Started work on a special Christmas story this evening, and thought I would share a few opening paragraphs with you …
I had only planned one short story this Christmas, but I have notes for at least three. Hopefully I will have enough time to write them all before Christmas is well and truly upon us.
This first story features the long overdue return of “Liason to the Strange” Dr. Hershell Grey, last seen in the story “The God Trap” that I wrote for Insomnia’s “Choices” anthology.
So, without further ado … he’s the teaser …
The snow crunched satisfying underneath Dr. Hershell Grey’s feet as he trudged across the car park of the small country pub, lost somewhere in the heart of middle England. Around them, the village was silent save for the creaking of the trees as their boughs were bent by the gradual accumulation of snow and the distant sound of traffic. The pub had been closed for hours, and only the fairy lights that were slung across the windows and underneath the gabels were still on, defiantly burning in blues and reds and greens against the backgroup of endless white. The owners were no doubt asleep, blissfully unaware of the visitor in their car park.
The visitor the Dr. Grey had come to see.
Hershell could hear the steady trudge of the soldiers boots behind him. They kept their distance, respectful of his assumed rank if not the gravity of the situation that they found themselves in.
“Stay back,” he warned them. “I can see him.”
Slumped against a makeshift diorama of a nativity scene, a film of snow slowly enveloping him, was the unmistakable shape of Santa Claus.

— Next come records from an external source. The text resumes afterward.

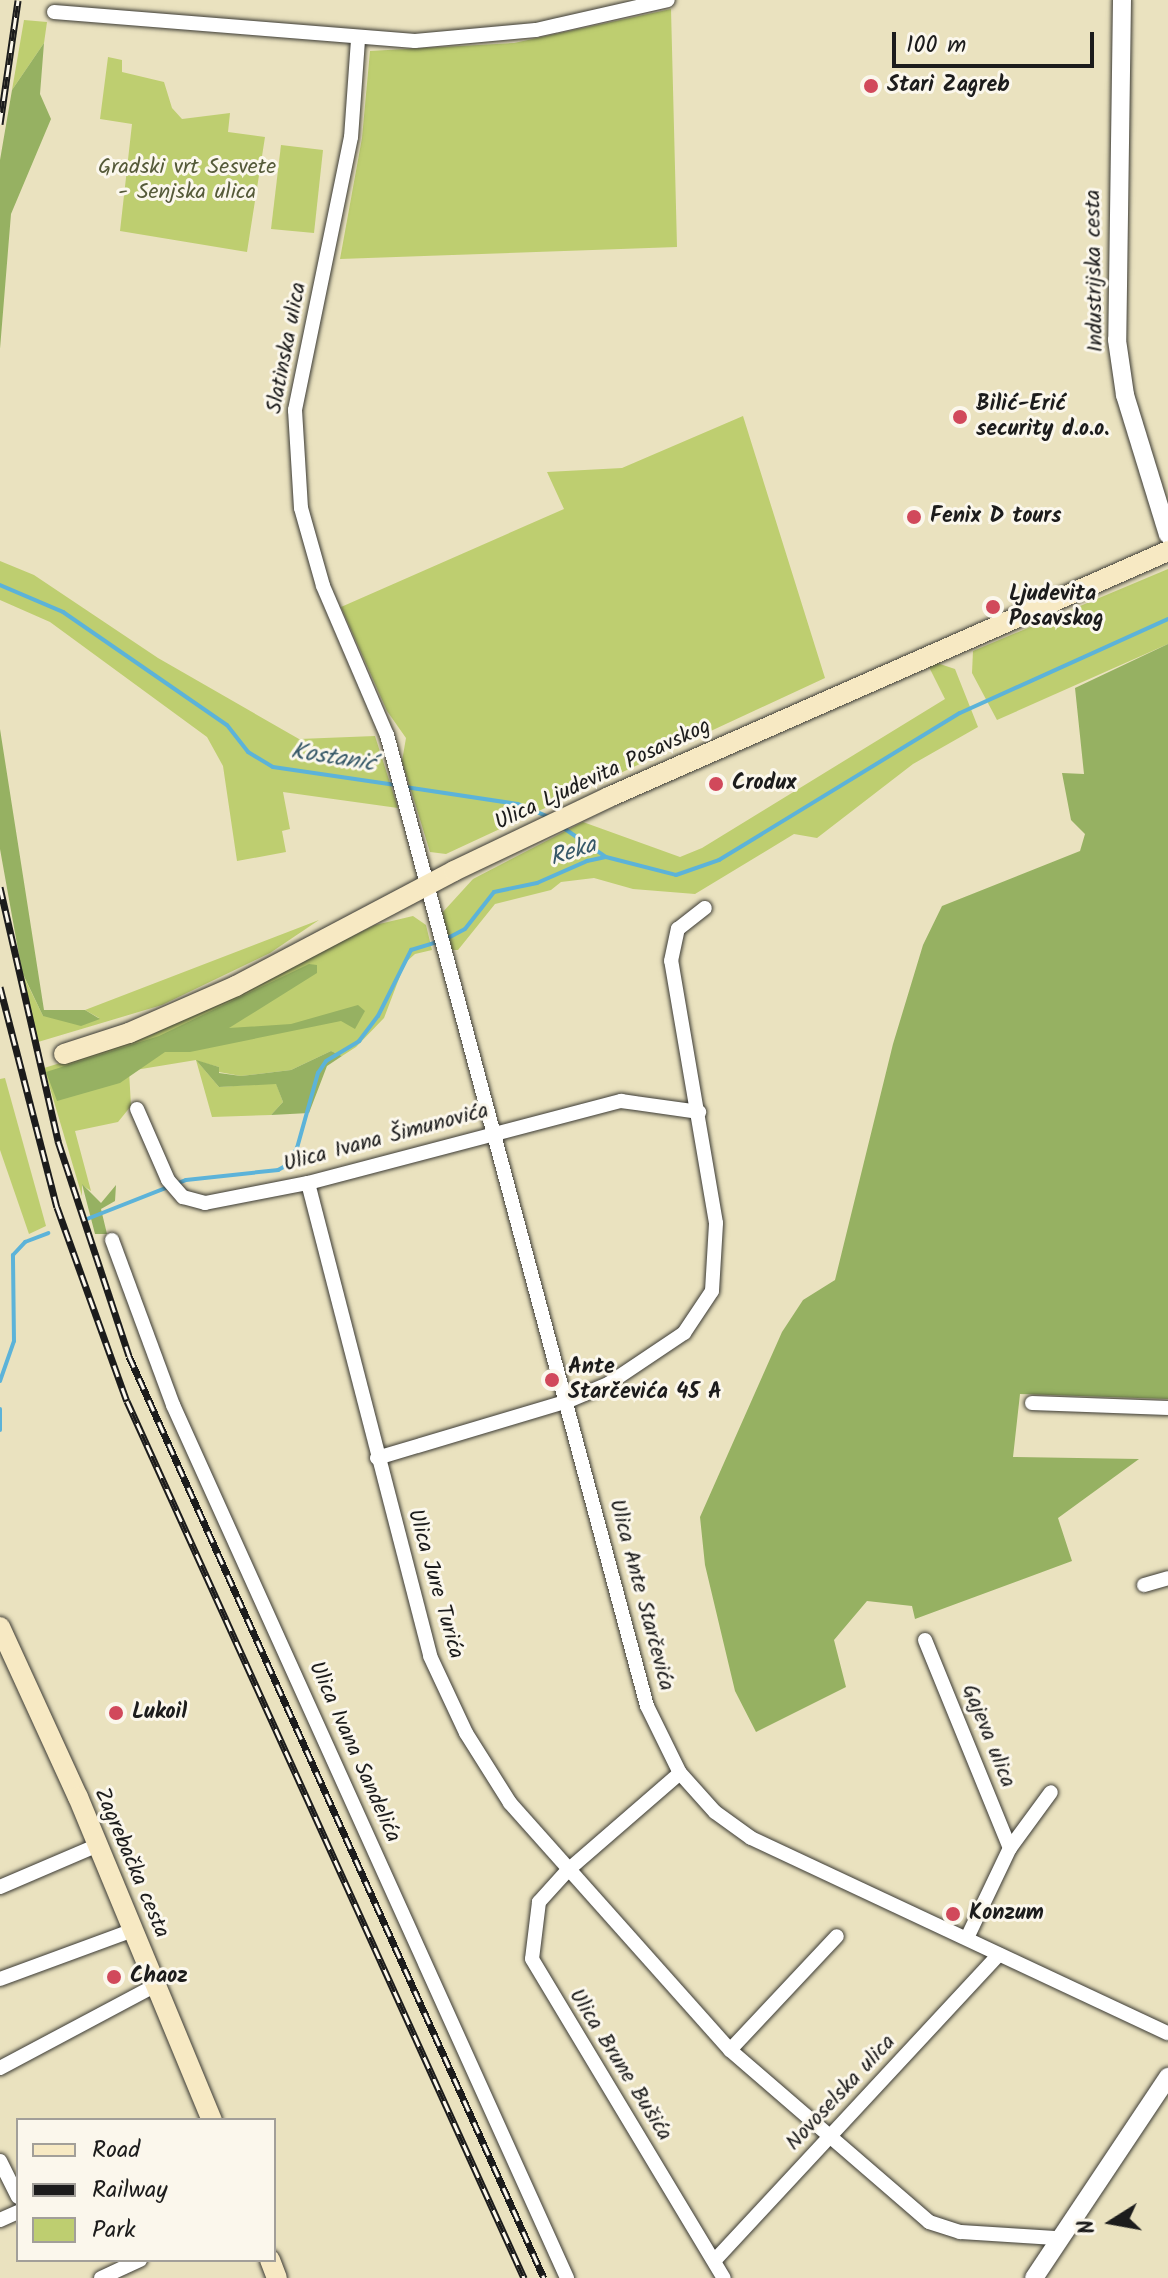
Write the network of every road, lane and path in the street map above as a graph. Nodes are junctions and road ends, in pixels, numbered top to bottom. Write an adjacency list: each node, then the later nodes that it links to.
1 (668, 0): 4 (street)
2 (1122, 0): 5 (street, Industrijska cesta)
3 (54, 12): 4 (street)
4 (358, 40): 7 (street, Slatinska ulica)
5 (1168, 535)
6 (1168, 551): 7 (main road, Ulica Ljudevita Posavskog)
7 (427, 885): 9 (main road, Ulica Ljudevita Posavskog); 12 (street, Ulica Ante Starčevića)
8 (705, 908): 11 (street)
9 (64, 1054)
10 (137, 1109): 13 (street, Ulica Ivana Šimunovića)
11 (699, 1112): 12 (street, Ulica Ivana Šimunovića); 15 (street)
12 (495, 1133): 13 (street, Ulica Ivana Šimunovića); 15 (street, Ulica Ante Starčevića)
13 (308, 1183): 18 (street, Ulica Jure Turića)
14 (112, 1240): 47 (street, Ulica Ivana Sandelića)
15 (568, 1401): 18 (street); 23 (street, Ulica Ante Starčevića)
16 (1032, 1403): 17 (street)
17 (1168, 1408)
18 (377, 1458): 27 (street, Ulica Jure Turića)
19 (1168, 1578): 20 (street)
20 (1144, 1585)
21 (0, 1627): 25 (main road, Zagrebačka cesta)
22 (925, 1640): 26 (street, Gajeva ulica)
23 (680, 1773): 27 (street, Ulica Brune Bušića); 31 (street, Ulica Ante Starčevića)
24 (1051, 1792): 26 (street, Gajeva ulica)
25 (98, 1845): 28 (street); 29 (main road, Zagrebačka cesta)
26 (1010, 1848): 31 (street, Gajeva ulica)
27 (567, 1871): 36 (street, Ulica Jure Turića); 44 (street, Ulica Brune Bušića)
28 (0, 1887)
29 (133, 1930): 33 (street); 34 (main road, Zagrebačka cesta)
30 (837, 1936): 36 (street)
31 (967, 1938): 32 (street, Ulica Ante Starčevića)
32 (999, 1954): 35 (street, Ulica Ante Starčevića); 40 (street, Novoselska ulica)
33 (0, 1979)
34 (156, 1985): 37 (street); 39 (main road, Zagrebačka cesta)
35 (1168, 2033)
36 (730, 2050): 40 (street, Ulica Jure Turića)
37 (0, 2068)
38 (1168, 2077): 43 (street)
39 (211, 2118)
40 (830, 2138): 43 (street, Ulica Jure Turića); 44 (street, Novoselska ulica)
41 (0, 2161): 42 (street)
42 (16, 2193)
43 (1056, 2238): 49 (street)
44 (715, 2260): 48 (street, Ulica Brune Bušića)
45 (136, 2262): 46 (street)
46 (101, 2278)
47 (567, 2278)
48 (724, 2278)
49 (1034, 2278)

“It’s just a guy in a suit,” grumbled a voice from behind Dr. Grey. It was the unmistakeable Northern English growl of Captain Jennings, Hershell’s liason to the British Army and a man of conveniently limited imagination.

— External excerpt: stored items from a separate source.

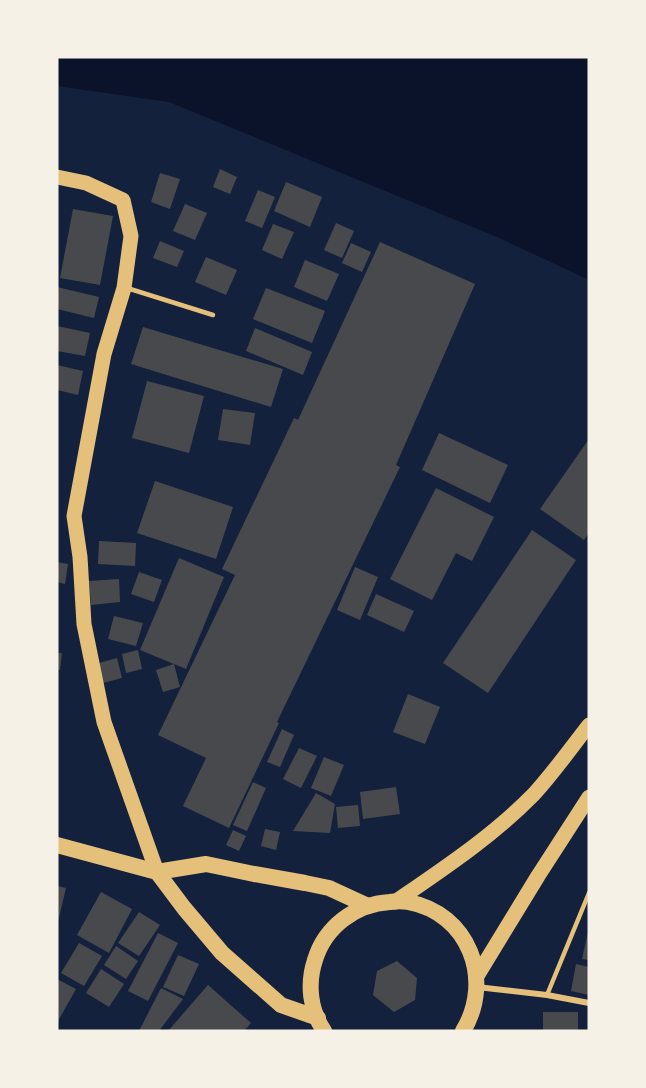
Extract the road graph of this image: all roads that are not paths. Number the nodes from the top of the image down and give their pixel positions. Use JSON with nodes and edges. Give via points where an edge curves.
{"nodes":[{"id":1,"x":57,"y":177,"type":"edge"},
{"id":2,"x":124,"y":288,"type":"junction"},
{"id":3,"x":213,"y":315,"type":"dead end"},
{"id":4,"x":589,"y":725,"type":"edge"},
{"id":5,"x":589,"y":797,"type":"edge"},
{"id":6,"x":57,"y":845,"type":"edge"},
{"id":7,"x":157,"y":872,"type":"junction"},
{"id":8,"x":589,"y":893,"type":"edge"},
{"id":9,"x":395,"y":902,"type":"junction"},
{"id":10,"x":368,"y":906,"type":"junction"},
{"id":11,"x":477,"y":981,"type":"junction"},
{"id":12,"x":547,"y":995,"type":"junction"},
{"id":13,"x":589,"y":1003,"type":"edge"},
{"id":14,"x":321,"y":1025,"type":"edge"},
{"id":15,"x":469,"y":1027,"type":"edge"}],
"edges":[{"from":1,"to":2,"type":"main road","via":[[86,183],[123,200],[131,236]]},
{"from":2,"to":3,"type":"lane"},
{"from":2,"to":7,"type":"main road","via":[[104,354],[74,516],[84,624],[104,722]]},
{"from":4,"to":9,"type":"main road","via":[[517,810]]},
{"from":5,"to":11,"type":"main road"},
{"from":6,"to":7,"type":"highway"},
{"from":7,"to":10,"type":"highway","via":[[206,864],[329,888]]},
{"from":7,"to":14,"type":"highway","via":[[222,953],[281,1005]]},
{"from":8,"to":12,"type":"lane"},
{"from":9,"to":10,"type":"highway"},
{"from":9,"to":11,"type":"highway","via":[[431,909],[450,923],[466,942]]},
{"from":10,"to":14,"type":"highway","via":[[354,911],[333,928],[317,952],[312,1006]]},
{"from":11,"to":12,"type":"street"},
{"from":11,"to":15,"type":"highway"},
{"from":12,"to":13,"type":"street"}]}
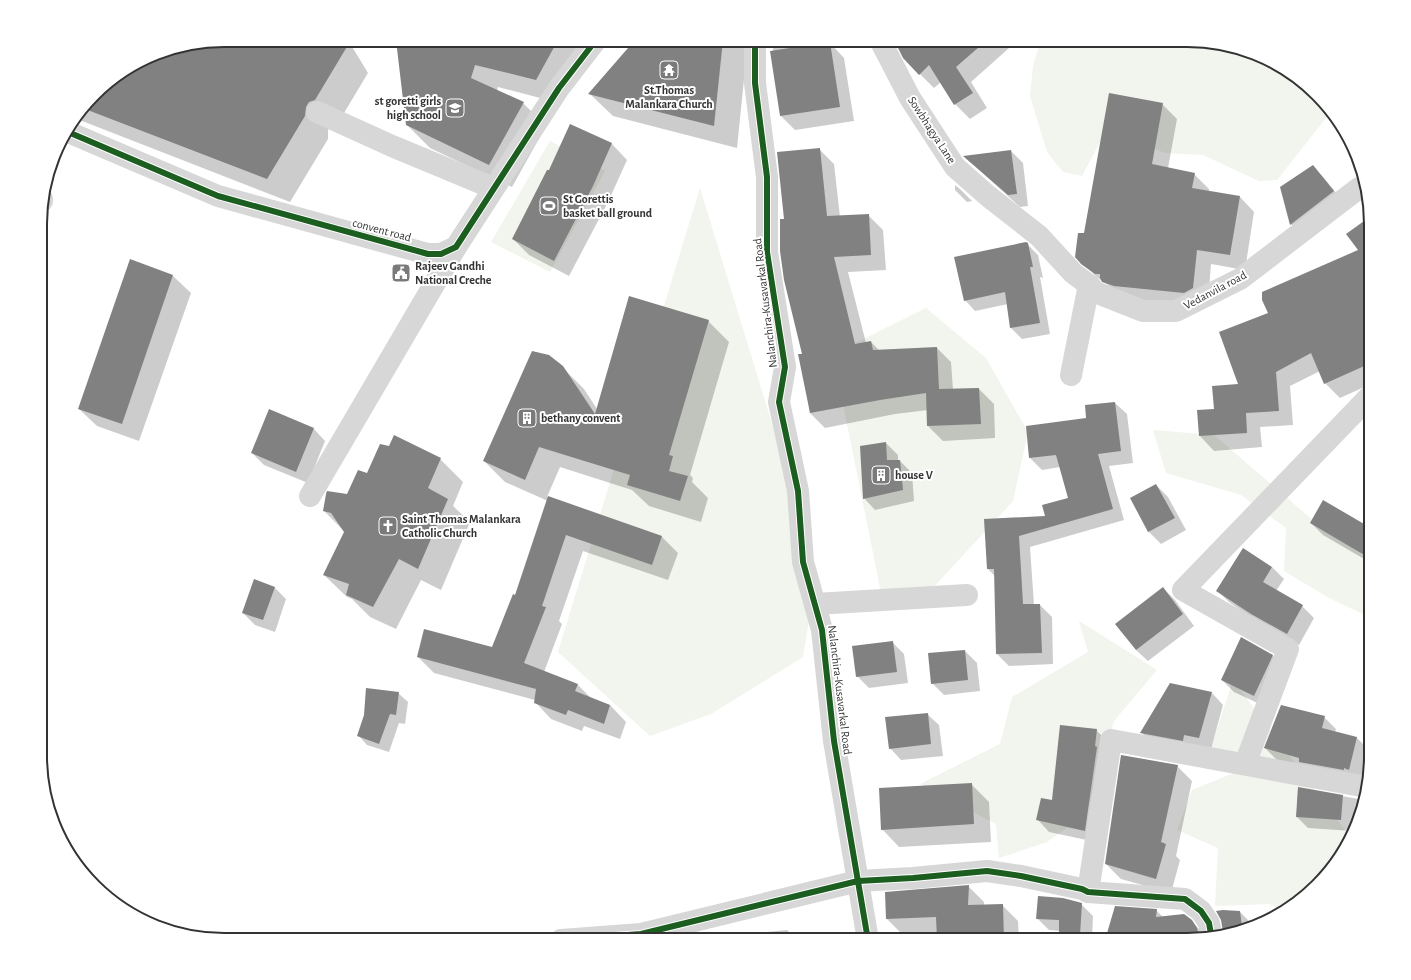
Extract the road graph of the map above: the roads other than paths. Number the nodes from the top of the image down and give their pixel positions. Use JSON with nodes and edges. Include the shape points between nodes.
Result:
{"nodes":[{"id":1,"x":591,"y":47,"type":"edge"},
{"id":2,"x":756,"y":47,"type":"edge"},
{"id":3,"x":884,"y":47,"type":"edge"},
{"id":4,"x":317,"y":112,"type":"dead end"},
{"id":5,"x":72,"y":134,"type":"edge"},
{"id":6,"x":1360,"y":186,"type":"edge"},
{"id":7,"x":494,"y":188,"type":"junction"},
{"id":8,"x":456,"y":247,"type":"junction"},
{"id":9,"x":1092,"y":288,"type":"junction"},
{"id":10,"x":1071,"y":375,"type":"dead end"},
{"id":11,"x":1364,"y":402,"type":"edge"},
{"id":12,"x":310,"y":496,"type":"dead end"},
{"id":13,"x":967,"y":595,"type":"dead end"},
{"id":14,"x":815,"y":604,"type":"junction"},
{"id":15,"x":1245,"y":764,"type":"junction"},
{"id":16,"x":1361,"y":786,"type":"edge"},
{"id":17,"x":858,"y":881,"type":"junction"},
{"id":18,"x":1088,"y":892,"type":"junction"},
{"id":19,"x":1210,"y":931,"type":"edge"},
{"id":20,"x":645,"y":933,"type":"edge"},
{"id":21,"x":867,"y":933,"type":"edge"}],
"edges":[{"from":1,"to":7,"type":"street","via":[[559,88]]},
{"from":2,"to":14,"type":"street","name":"Nalanchira-Kusavarkal Road","via":[[755,83],[767,177],[767,252],[785,367],[780,402],[798,491],[803,562]]},
{"from":3,"to":9,"type":"street","name":"Sowbhagya Lane","via":[[910,98],[955,168],[1039,236],[1073,273]]},
{"from":4,"to":7,"type":"street"},
{"from":5,"to":8,"type":"street","name":"convent road","via":[[218,196],[428,254],[442,254]]},
{"from":6,"to":9,"type":"street","name":"Vedanvila road","via":[[1240,278],[1176,310],[1142,311]]},
{"from":7,"to":8,"type":"street"},
{"from":8,"to":12,"type":"street"},
{"from":9,"to":10,"type":"street"},
{"from":11,"to":15,"type":"street","via":[[1182,590],[1288,649]]},
{"from":13,"to":14,"type":"street"},
{"from":14,"to":17,"type":"street","name":"Nalanchira-Kusavarkal Road","via":[[822,630],[834,741]]},
{"from":15,"to":16,"type":"street"},
{"from":15,"to":18,"type":"street","via":[[1111,740]]},
{"from":17,"to":18,"type":"street","via":[[987,871],[1021,876]]},
{"from":17,"to":20,"type":"street"},
{"from":17,"to":21,"type":"street","name":"Nalanchira-Kusavarkal Road"},
{"from":18,"to":19,"type":"street","via":[[1185,899],[1201,911],[1209,922]]}]}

“Keep thinking that,” replied Dr. Grey. “It’s important.”
Jennings did little more than grunt in reply, but acquiesed to Grey’s order to stay where he was, as did the men under his command. Grey meanwhile crept closer, his shoes squeeking against the snow underfoot. As he approached, the scarlet and black figure shifted, loosening some of the snow from its back and releasing its grip on a bottle of brown liquid. The bottled skidded towards Grey, carried on the slight incline of the car park.
“Rum,” muttered Grey, as the bottle passed him. “Hardly the most festive tipple. You might be right after all, Jennings.”
Without warning something shifted underfoot, a rumble that seemed to come from every point around them. Snow shifted on the room of the pub and dropped down in heavy sheets onto the ground below, scattering the beer garden furniture, as the silence of the village was pierced by the braying and screeching of car alarms. A window shattered as a crack appeared in one wall of the pub, snaking up from the ground in moments.
“Then again,” Grey thought to himself, cursing his earlier doubts. He had been the UN’s “Chief Liason” to the strange, unusual, mythic, and unexplained for over twelves years, and he had dealt with his fair share of “Christmas incidents” whilst overseeing dozens more at the same time each year. Mostly, that meant just sitting with a bemused and stupified Santa until the sun came up on Christmas morning. But sometimes, it meant the “Chief Liason” who was the one who signed off on the bullet that turned something strange and usual and mythic into something cold, and dead, and ready for an incinerator.
Tonight didn’t feel like either of those type of nights.
Tonight felt like one of those “save the whole world” nights.